◆ AIM OF THE EXERCISE
The answer must be a single number: the count of lines in the data below that hold the word "edges".

◆ EXTRACTED RECORDS

- - - - -

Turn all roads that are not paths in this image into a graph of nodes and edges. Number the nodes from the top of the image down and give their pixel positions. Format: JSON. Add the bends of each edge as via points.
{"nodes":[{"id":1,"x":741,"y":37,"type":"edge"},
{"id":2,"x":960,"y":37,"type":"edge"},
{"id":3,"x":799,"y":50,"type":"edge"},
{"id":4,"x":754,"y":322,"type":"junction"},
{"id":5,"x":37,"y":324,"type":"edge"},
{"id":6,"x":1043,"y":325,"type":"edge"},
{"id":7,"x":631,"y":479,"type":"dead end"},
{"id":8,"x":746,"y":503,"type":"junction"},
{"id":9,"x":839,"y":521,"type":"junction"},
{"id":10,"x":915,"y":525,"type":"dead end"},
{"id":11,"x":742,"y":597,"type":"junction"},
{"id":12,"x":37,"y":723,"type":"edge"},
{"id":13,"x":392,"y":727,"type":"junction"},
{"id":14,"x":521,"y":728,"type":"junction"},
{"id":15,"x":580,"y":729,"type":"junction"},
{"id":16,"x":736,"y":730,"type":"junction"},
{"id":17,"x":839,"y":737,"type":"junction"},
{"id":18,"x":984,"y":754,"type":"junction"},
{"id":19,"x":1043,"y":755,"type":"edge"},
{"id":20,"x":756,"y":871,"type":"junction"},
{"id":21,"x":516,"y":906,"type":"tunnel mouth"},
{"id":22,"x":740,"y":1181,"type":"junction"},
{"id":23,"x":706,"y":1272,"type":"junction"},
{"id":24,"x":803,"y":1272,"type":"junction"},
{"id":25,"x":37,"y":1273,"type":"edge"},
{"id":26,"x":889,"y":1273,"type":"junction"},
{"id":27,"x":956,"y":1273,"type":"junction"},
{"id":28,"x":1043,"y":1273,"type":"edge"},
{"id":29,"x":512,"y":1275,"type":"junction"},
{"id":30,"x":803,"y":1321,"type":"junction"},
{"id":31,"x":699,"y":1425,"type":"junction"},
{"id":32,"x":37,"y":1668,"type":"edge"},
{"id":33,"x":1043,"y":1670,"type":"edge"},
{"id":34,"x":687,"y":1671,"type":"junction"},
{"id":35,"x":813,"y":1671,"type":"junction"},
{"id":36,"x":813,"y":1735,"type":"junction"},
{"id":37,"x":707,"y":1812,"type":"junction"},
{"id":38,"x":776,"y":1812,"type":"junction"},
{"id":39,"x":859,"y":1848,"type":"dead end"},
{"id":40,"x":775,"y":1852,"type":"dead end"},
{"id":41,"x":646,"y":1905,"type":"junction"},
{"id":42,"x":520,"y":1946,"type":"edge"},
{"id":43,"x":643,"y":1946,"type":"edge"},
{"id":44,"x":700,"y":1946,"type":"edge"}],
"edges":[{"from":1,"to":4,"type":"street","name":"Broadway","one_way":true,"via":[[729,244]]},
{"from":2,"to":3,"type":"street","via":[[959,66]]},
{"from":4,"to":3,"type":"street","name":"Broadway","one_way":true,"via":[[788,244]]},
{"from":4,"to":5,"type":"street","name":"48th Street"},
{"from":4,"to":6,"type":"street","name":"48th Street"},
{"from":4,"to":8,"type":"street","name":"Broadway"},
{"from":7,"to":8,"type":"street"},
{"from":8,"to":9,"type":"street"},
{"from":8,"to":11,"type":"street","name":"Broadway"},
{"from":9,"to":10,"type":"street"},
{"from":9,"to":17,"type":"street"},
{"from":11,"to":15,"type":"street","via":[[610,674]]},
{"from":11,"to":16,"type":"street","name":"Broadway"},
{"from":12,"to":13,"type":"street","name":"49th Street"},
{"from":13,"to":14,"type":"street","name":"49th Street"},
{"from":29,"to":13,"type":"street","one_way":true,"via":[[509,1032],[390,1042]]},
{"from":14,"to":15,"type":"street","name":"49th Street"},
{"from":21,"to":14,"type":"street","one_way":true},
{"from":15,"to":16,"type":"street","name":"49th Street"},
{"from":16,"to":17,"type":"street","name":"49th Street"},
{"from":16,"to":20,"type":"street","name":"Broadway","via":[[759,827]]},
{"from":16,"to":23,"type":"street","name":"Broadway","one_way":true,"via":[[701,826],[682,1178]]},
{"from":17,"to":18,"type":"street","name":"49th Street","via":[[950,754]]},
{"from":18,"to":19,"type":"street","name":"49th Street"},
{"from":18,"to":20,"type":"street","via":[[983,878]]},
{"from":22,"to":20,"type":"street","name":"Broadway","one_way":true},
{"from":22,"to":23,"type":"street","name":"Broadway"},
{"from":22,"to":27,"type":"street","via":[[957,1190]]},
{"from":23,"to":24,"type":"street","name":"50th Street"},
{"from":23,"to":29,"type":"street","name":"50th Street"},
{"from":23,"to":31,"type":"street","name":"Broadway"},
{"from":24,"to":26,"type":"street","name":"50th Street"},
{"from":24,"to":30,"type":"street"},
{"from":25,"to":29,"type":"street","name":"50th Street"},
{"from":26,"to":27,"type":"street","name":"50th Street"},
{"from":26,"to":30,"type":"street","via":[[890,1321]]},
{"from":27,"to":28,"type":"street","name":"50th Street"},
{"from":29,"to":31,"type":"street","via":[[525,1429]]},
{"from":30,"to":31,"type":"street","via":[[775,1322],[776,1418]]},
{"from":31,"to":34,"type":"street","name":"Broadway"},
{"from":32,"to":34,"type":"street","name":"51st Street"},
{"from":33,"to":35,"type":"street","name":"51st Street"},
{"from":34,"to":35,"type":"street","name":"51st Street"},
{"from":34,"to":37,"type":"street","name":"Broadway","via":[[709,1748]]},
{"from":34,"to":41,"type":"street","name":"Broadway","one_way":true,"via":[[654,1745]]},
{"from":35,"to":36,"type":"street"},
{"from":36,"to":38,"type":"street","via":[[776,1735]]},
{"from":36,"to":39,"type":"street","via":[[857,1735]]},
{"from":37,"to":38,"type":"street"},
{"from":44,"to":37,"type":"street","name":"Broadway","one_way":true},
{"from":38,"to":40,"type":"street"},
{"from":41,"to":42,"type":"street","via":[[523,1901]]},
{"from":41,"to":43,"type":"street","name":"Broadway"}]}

- - - - -

◆ SOLUTION TO THIS PROBLEM
2